§ **SOURCE RECORDS**
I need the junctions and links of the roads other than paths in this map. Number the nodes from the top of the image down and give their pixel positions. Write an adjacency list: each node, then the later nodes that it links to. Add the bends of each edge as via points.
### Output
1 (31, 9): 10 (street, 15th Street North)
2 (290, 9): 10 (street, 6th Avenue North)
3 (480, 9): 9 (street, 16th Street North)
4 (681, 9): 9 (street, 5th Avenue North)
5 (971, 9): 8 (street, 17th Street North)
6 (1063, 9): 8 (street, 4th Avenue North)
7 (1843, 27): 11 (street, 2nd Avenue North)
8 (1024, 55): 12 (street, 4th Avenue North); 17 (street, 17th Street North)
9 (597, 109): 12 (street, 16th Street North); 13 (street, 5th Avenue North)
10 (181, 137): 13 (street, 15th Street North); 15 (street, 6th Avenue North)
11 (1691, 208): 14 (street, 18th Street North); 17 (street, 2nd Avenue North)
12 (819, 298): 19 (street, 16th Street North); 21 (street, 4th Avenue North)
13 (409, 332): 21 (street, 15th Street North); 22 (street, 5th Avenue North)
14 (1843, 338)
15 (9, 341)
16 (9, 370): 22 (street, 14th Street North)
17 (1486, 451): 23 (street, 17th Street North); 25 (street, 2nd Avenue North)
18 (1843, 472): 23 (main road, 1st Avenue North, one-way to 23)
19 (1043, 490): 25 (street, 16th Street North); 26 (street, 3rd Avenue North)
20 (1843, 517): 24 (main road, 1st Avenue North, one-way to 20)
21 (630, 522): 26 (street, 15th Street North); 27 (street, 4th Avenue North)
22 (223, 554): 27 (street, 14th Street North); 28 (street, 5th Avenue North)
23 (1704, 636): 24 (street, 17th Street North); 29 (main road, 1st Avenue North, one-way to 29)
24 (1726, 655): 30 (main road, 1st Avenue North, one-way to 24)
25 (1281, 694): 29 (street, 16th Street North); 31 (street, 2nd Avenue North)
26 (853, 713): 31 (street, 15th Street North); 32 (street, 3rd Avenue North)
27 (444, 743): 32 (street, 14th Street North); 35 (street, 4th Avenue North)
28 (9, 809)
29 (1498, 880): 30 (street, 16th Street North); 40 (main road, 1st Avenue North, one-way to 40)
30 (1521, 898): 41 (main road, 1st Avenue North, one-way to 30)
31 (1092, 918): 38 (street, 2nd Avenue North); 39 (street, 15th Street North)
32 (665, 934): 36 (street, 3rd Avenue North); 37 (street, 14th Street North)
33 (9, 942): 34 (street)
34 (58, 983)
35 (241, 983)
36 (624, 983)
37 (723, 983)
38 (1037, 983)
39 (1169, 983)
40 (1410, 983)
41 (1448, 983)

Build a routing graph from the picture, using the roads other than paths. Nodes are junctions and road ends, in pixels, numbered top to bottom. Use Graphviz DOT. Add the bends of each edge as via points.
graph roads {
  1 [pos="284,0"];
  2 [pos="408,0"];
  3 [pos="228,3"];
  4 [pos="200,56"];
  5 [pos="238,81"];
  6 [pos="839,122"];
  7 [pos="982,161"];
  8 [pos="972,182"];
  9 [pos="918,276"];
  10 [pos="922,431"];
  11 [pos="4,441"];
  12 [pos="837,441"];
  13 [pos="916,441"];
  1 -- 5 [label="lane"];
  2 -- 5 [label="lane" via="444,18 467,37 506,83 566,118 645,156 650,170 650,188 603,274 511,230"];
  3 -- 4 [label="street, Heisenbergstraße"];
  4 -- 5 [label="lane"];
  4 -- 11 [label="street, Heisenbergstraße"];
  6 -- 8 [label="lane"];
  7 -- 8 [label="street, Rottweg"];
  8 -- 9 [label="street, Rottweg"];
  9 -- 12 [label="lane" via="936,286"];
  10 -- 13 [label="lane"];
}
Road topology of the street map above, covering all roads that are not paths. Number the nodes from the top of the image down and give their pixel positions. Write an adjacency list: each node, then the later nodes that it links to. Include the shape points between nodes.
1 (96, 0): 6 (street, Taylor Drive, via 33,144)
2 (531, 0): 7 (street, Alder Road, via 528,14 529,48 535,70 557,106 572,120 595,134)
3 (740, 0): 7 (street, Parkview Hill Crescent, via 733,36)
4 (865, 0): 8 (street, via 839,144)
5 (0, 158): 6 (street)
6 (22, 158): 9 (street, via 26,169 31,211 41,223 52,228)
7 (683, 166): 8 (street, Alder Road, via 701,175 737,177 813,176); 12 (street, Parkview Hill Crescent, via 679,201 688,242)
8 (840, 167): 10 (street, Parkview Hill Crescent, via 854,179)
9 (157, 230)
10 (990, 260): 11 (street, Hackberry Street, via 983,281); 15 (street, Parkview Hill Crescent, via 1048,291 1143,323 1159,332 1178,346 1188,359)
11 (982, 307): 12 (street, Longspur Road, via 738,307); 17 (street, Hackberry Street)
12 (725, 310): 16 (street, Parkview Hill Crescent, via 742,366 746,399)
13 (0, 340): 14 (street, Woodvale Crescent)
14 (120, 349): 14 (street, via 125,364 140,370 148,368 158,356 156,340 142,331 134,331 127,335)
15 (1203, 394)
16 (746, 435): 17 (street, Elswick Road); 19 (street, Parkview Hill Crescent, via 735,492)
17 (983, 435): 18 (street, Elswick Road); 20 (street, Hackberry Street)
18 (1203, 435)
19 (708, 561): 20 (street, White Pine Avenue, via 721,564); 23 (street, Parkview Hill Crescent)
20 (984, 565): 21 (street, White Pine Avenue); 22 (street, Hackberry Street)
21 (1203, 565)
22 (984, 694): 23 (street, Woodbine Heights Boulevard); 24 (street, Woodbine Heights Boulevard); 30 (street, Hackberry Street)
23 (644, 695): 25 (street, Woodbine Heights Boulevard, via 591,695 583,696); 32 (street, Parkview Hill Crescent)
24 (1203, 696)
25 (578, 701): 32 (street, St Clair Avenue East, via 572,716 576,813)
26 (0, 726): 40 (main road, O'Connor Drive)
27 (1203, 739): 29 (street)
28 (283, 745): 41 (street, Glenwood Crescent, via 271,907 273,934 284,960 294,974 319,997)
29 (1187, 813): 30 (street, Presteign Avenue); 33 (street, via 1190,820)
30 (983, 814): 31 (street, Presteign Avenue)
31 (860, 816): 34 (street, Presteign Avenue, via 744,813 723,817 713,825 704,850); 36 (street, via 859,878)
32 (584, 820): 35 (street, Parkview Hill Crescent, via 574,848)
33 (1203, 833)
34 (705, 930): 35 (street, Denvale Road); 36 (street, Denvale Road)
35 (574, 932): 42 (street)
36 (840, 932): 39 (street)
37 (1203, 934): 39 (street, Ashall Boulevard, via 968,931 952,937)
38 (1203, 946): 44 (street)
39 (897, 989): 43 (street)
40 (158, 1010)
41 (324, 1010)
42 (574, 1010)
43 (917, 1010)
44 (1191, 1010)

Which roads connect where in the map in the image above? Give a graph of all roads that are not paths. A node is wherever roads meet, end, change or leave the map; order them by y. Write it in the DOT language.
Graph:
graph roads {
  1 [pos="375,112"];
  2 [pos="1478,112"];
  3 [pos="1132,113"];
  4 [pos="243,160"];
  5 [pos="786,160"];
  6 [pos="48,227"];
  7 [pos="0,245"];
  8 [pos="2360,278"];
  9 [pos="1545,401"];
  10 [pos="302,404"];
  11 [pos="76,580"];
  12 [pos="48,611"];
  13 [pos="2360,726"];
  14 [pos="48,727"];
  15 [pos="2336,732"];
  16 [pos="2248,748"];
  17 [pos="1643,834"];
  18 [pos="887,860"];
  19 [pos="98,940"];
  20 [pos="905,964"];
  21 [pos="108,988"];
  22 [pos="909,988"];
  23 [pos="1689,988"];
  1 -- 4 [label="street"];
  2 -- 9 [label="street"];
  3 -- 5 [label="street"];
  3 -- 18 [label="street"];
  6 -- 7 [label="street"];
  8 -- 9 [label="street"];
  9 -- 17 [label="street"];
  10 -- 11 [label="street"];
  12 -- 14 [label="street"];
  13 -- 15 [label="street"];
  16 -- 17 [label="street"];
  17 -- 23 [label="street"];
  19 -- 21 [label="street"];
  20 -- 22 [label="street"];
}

§ **WHAT NEEDS TO BE DONE**
Whenever a line of the records holds the string "list", pick it out and copy it.

§ **SOLUTION FOR THIS TASK**
I need the junctions and links of the roads other than paths in this map. Number the nodes from the top of the image down and give their pixel positions. Write an adjacency list: each node, then the later nodes that it links to. Add the bends of each edge as via points.
Road topology of the street map above, covering all roads that are not paths. Number the nodes from the top of the image down and give their pixel positions. Write an adjacency list: each node, then the later nodes that it links to. Include the shape points between nodes.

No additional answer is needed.